How to complete this task → Please write out every record exactly, but keep any images out of it.
- - -
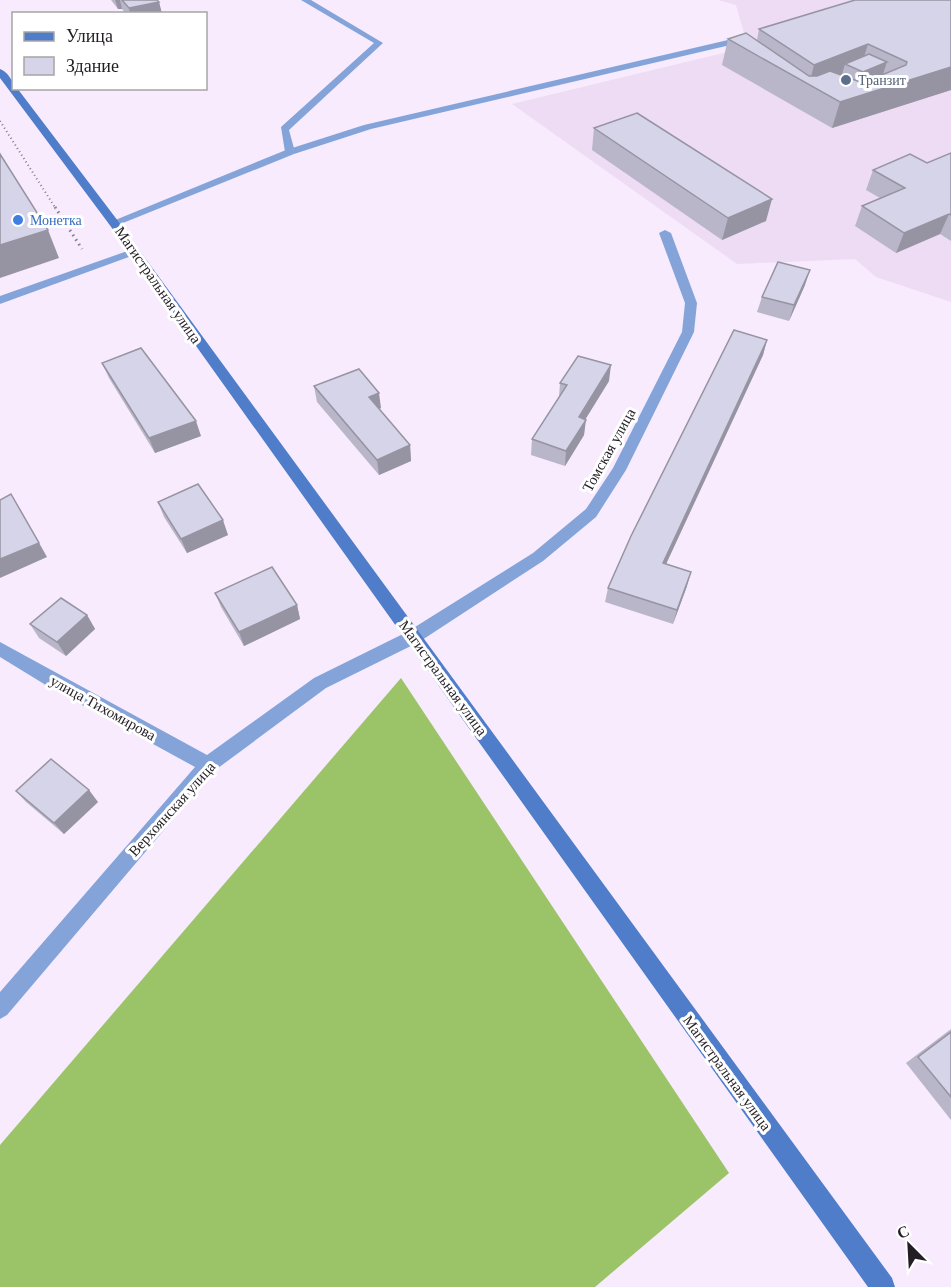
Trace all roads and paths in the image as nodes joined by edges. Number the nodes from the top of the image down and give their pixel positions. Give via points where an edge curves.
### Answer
1 (304, 0) edge
2 (757, 64) edge
3 (0, 72) edge
4 (12, 88) edge
5 (14, 90) edge
6 (0, 121) edge
7 (290, 152) junction
8 (114, 223) junction
9 (665, 233) dead end
10 (133, 252) junction
11 (93, 267) junction
12 (0, 300) edge
13 (413, 637) junction
14 (0, 649) edge
15 (208, 765) junction
16 (0, 1008) edge
17 (883, 1287) edge

1 - 7 lane via 380,43 284,129
2 - 7 street via 728,43 368,127
3 - 4 main road, Магистральная улица
5 - 8 main road, Магистральная улица
6 - 11 path
7 - 8 street
8 - 10 main road, Магистральная улица
9 - 13 street, Томская улица via 691,303 688,332 619,470 591,513 538,557
10 - 11 street
10 - 13 main road, Магистральная улица
11 - 12 street
13 - 15 street, Верхоянская улица via 320,683
13 - 17 main road, Магистральная улица
14 - 15 street, улица Тихомирова
15 - 16 street, Верхоянская улица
- - -
Response to this exercise →
Trace all roads and paths in the image as nodes joined by edges. Number the nodes from the top of the image down and give their pixel positions. Give via points where an edge curves.
### Answer
1 (304, 0) edge
2 (757, 64) edge
3 (0, 72) edge
4 (12, 88) edge
5 (14, 90) edge
6 (0, 121) edge
7 (290, 152) junction
8 (114, 223) junction
9 (665, 233) dead end
10 (133, 252) junction
11 (93, 267) junction
12 (0, 300) edge
13 (413, 637) junction
14 (0, 649) edge
15 (208, 765) junction
16 (0, 1008) edge
17 (883, 1287) edge

1 - 7 lane via 380,43 284,129
2 - 7 street via 728,43 368,127
3 - 4 main road, Магистральная улица
5 - 8 main road, Магистральная улица
6 - 11 path
7 - 8 street
8 - 10 main road, Магистральная улица
9 - 13 street, Томская улица via 691,303 688,332 619,470 591,513 538,557
10 - 11 street
10 - 13 main road, Магистральная улица
11 - 12 street
13 - 15 street, Верхоянская улица via 320,683
13 - 17 main road, Магистральная улица
14 - 15 street, улица Тихомирова
15 - 16 street, Верхоянская улица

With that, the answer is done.